After soaking, drain water, add 2 quarts of water and meat. Bring beans to boil, reduce heat and simmer uncovered for 2 ½ hours. After simmering, add onion, tomatoes, chili powder, lemon and garlic. Simmer for another 30 minutes. Add contents of ham packet 1 to 2 minutes before cooking is completed. Salt and pepper to taste.

 Yield: approximately 3 quarts.  Serves 14-16

 Quickcook Method:
Place rinsed beans in a pot with 3 quarts of water. Bring to a rapid boil. Reduce heat, cover and continue boiling 60-70 minutes. Stir occasionally to prevent sticking. After 60 minutes, add ingredients. Simmer for 30-45 minutes. Add contents of flavor packet 1 to 2 minutes before cooking is completed. Salt and pepper to taste.

   Note: Dry beans are a raw agricultural product. Although we carefully clean these beans, stones and debris may be present. Sort and rinse beans prior to cooking. Depending on water hardness, cooking time may need to be increased.

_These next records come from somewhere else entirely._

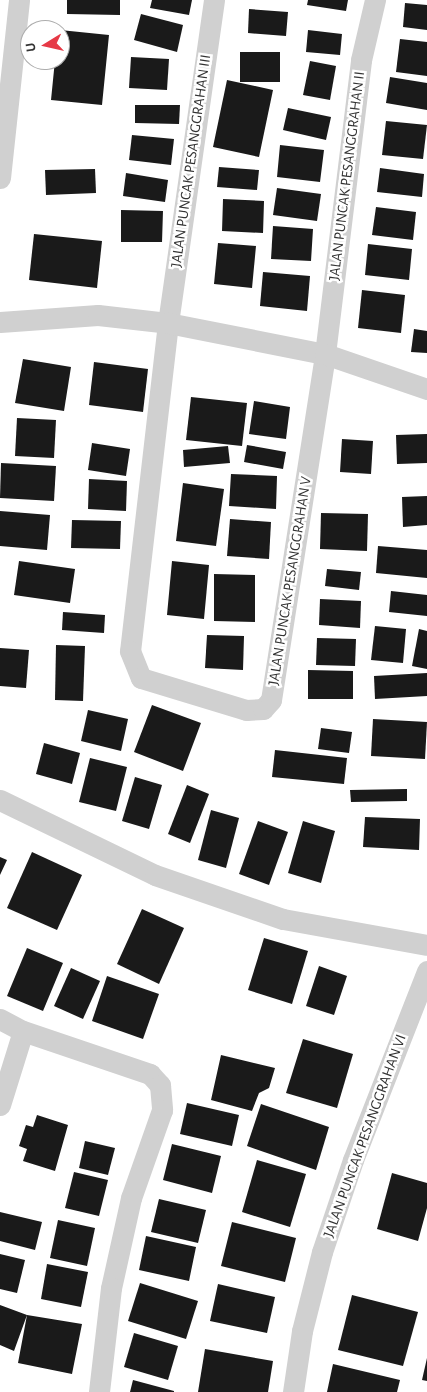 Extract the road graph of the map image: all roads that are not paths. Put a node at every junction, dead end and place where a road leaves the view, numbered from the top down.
1 (19, 0) edge
2 (214, 0) edge
3 (375, 0) edge
4 (0, 178) edge
5 (0, 322) edge
6 (168, 323) junction
7 (325, 354) junction
8 (427, 389) edge
9 (0, 800) edge
10 (427, 945) edge
11 (427, 971) edge
12 (0, 1019) edge
13 (23, 1031) junction
14 (0, 1105) edge
15 (99, 1392) edge
16 (293, 1392) edge

1 - 4 street
2 - 6 street, JALAN PUNCAK PESANGGRAHAN III
3 - 7 street, JALAN PUNCAK PESANGGRAHAN II
5 - 6 street
6 - 7 street
6 - 7 street, JALAN PUNCAK PESANGGRAHAN V
7 - 8 street
9 - 10 street
11 - 16 street, JALAN PUNCAK PESANGGRAHAN VI
12 - 13 street
13 - 14 street
13 - 15 street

      [emoji]169[/emoji]2009 N.K. Hurst Company


----------



## mulepackin (Dec 27, 2009)

I was searching because I think I'm gonna use up my smoked turkey in a turkey frame soup version of ham and beans.


----------



## beer-b-q (Dec 27, 2009)

Today is a good day for ham and beans, it is cold and snowing again so thanks for the idea, I know what I am having for lunch...


----------



## eaglewing (Dec 27, 2009)

So they can be QUICK COOKED??... is there anything wrong with this method??


----------



## mballi3011 (Dec 27, 2009)

I will be able to give you the recipe after the dec throwdown cause the rulz say I cann't show it or tell you about it till them. Sorry for they are really really good too.


----------



## mulepackin (Dec 28, 2009)

Quick, is a relative term here, but it is quick relative to the usual bean method. I've done em this way and they are just fine.


----------